> **INSTRUCTIONS TO FOLLOW**
Please repeat the records below exactly, from the first line through the line containing "index dip: (330, 469)", and nothing more.

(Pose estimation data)

________________

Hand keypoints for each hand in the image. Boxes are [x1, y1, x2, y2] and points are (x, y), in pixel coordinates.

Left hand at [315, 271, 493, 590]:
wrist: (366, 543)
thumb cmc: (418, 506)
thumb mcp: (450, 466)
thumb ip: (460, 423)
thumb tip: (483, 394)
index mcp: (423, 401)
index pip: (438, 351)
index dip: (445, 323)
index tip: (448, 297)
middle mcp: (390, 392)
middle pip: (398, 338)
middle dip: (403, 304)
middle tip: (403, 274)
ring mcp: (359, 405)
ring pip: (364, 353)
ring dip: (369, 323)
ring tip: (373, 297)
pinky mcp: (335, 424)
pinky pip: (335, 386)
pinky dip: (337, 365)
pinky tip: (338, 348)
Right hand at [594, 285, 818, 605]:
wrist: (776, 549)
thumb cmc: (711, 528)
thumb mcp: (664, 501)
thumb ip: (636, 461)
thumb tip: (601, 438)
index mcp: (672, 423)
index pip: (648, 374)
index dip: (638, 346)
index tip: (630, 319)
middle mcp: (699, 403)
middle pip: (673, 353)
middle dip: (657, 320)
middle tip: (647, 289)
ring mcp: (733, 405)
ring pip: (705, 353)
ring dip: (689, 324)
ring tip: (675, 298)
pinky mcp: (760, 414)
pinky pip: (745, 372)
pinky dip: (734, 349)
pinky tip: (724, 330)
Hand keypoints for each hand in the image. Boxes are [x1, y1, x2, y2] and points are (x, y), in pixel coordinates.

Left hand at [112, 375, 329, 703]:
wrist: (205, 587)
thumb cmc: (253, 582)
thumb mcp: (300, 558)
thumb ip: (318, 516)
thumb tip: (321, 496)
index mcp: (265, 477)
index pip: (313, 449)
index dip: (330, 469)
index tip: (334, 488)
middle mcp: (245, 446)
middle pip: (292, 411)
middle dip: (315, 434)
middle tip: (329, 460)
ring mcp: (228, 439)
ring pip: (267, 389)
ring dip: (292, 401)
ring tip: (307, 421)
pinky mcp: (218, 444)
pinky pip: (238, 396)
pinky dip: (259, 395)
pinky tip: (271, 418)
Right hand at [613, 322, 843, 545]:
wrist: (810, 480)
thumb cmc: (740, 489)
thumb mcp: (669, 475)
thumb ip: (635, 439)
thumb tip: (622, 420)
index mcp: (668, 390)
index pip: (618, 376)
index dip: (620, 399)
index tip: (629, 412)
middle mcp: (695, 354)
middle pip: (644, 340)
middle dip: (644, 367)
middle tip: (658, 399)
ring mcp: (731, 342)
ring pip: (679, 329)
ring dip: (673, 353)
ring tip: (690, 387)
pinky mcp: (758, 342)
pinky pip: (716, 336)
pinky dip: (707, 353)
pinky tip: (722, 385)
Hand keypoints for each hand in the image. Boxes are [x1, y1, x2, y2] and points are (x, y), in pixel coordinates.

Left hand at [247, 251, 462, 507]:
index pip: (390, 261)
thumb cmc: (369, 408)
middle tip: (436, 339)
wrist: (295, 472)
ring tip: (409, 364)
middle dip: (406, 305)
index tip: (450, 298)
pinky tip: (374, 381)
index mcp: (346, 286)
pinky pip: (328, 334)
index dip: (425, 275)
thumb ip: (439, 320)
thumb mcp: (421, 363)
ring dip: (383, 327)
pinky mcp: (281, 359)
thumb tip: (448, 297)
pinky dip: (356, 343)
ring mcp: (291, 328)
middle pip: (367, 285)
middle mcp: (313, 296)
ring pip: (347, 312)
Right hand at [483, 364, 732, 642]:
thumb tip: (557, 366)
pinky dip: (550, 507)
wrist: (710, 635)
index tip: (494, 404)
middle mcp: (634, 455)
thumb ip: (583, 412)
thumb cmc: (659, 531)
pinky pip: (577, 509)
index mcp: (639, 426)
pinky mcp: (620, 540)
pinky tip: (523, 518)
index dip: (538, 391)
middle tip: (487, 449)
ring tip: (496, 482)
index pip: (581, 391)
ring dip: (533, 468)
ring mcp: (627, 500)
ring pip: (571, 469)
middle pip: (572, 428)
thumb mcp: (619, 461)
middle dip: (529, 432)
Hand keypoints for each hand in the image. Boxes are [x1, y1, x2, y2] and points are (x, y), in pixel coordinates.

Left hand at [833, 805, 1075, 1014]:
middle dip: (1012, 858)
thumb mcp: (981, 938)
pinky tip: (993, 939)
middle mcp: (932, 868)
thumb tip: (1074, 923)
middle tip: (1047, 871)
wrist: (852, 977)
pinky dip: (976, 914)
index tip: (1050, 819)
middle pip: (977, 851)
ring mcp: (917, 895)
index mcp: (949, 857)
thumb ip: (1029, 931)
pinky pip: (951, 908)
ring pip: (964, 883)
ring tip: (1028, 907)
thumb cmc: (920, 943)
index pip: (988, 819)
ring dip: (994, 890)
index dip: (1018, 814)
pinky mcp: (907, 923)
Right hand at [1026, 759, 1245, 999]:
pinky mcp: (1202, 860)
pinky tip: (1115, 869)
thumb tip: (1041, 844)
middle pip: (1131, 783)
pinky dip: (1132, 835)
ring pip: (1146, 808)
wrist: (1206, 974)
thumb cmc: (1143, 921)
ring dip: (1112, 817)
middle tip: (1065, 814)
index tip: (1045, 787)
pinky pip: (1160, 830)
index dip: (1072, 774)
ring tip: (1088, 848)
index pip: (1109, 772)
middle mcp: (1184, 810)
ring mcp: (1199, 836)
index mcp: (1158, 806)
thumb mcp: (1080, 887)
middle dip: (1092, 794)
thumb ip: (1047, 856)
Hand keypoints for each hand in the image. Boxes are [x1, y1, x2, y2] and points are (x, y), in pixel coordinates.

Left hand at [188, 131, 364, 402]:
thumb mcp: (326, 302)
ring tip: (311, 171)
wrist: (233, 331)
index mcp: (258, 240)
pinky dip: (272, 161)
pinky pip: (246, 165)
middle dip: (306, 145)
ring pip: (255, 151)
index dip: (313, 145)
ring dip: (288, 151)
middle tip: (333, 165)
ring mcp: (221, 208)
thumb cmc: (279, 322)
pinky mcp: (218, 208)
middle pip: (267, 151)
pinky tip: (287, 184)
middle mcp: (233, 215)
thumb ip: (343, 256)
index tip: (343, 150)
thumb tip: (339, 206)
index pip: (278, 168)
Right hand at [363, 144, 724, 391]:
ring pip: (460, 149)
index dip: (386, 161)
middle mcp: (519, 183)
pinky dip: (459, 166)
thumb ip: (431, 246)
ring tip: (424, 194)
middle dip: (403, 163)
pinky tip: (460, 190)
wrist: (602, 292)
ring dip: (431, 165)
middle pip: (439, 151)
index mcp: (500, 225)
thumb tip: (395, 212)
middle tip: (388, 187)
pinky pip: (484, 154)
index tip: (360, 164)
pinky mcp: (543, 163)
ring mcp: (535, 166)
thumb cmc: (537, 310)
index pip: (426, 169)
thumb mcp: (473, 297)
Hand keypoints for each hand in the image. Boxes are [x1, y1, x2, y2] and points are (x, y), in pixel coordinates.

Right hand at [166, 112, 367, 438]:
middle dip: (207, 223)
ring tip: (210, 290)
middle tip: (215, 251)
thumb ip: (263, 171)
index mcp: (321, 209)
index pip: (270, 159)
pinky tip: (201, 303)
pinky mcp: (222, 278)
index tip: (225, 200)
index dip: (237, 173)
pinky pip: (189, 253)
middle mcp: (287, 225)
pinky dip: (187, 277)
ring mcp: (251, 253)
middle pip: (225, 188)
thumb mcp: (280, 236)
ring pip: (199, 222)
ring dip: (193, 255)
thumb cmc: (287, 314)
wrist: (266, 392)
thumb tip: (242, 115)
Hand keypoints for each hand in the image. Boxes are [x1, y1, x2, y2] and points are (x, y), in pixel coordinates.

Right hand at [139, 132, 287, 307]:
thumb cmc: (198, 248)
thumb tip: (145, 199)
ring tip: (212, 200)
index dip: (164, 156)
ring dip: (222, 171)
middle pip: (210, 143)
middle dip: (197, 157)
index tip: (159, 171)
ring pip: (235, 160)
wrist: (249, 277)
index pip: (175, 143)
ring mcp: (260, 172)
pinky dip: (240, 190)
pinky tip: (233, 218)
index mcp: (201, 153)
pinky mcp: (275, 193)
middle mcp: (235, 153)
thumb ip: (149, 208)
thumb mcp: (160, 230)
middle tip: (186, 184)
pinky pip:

________________

> **ANSWER SECTION**
Hand keypoints for each hand in the image. Boxes are [x1, y1, x2, y2] and points are (x, y), in pixel coordinates.

Left hand at [315, 271, 493, 590]:
wrist: (366, 543)
thumb cmc: (418, 506)
thumb mcp: (450, 466)
thumb ip: (460, 423)
thumb tip: (483, 394)
index mcp: (423, 401)
index pip: (438, 351)
index dip: (445, 323)
index tip: (448, 297)
middle mcp: (390, 392)
middle pip: (398, 338)
middle dip: (403, 304)
middle tip: (403, 274)
ring mcp: (359, 405)
ring pip: (364, 353)
ring dip: (369, 323)
ring tip: (373, 297)
pinky mcp: (335, 424)
pinky pip: (335, 386)
pinky dip: (337, 365)
pinky tip: (338, 348)
Right hand at [594, 285, 818, 605]:
wrist: (776, 549)
thumb cmc: (711, 528)
thumb mcp: (664, 501)
thumb ip: (636, 461)
thumb tip: (601, 438)
index mcp: (672, 423)
index pip: (648, 374)
index dip: (638, 346)
index tip: (630, 319)
middle mcp: (699, 403)
middle pip: (673, 353)
middle dip: (657, 320)
middle tip: (647, 289)
ring mcp: (733, 405)
ring pip: (705, 353)
ring dip: (689, 324)
ring tip: (675, 298)
pinky mcp: (760, 414)
pinky pip: (745, 372)
pinky dip: (734, 349)
pinky tip: (724, 330)
Hand keypoints for each hand in the image. Boxes are [x1, y1, x2, y2] and points are (x, y), in pixel coordinates.

Left hand at [112, 375, 329, 703]:
wrist: (205, 587)
thumb cmc: (253, 582)
thumb mcp: (300, 558)
thumb ip: (318, 516)
thumb tip: (321, 496)
index mcp: (265, 477)
index pip: (313, 449)
index dip: (330, 469)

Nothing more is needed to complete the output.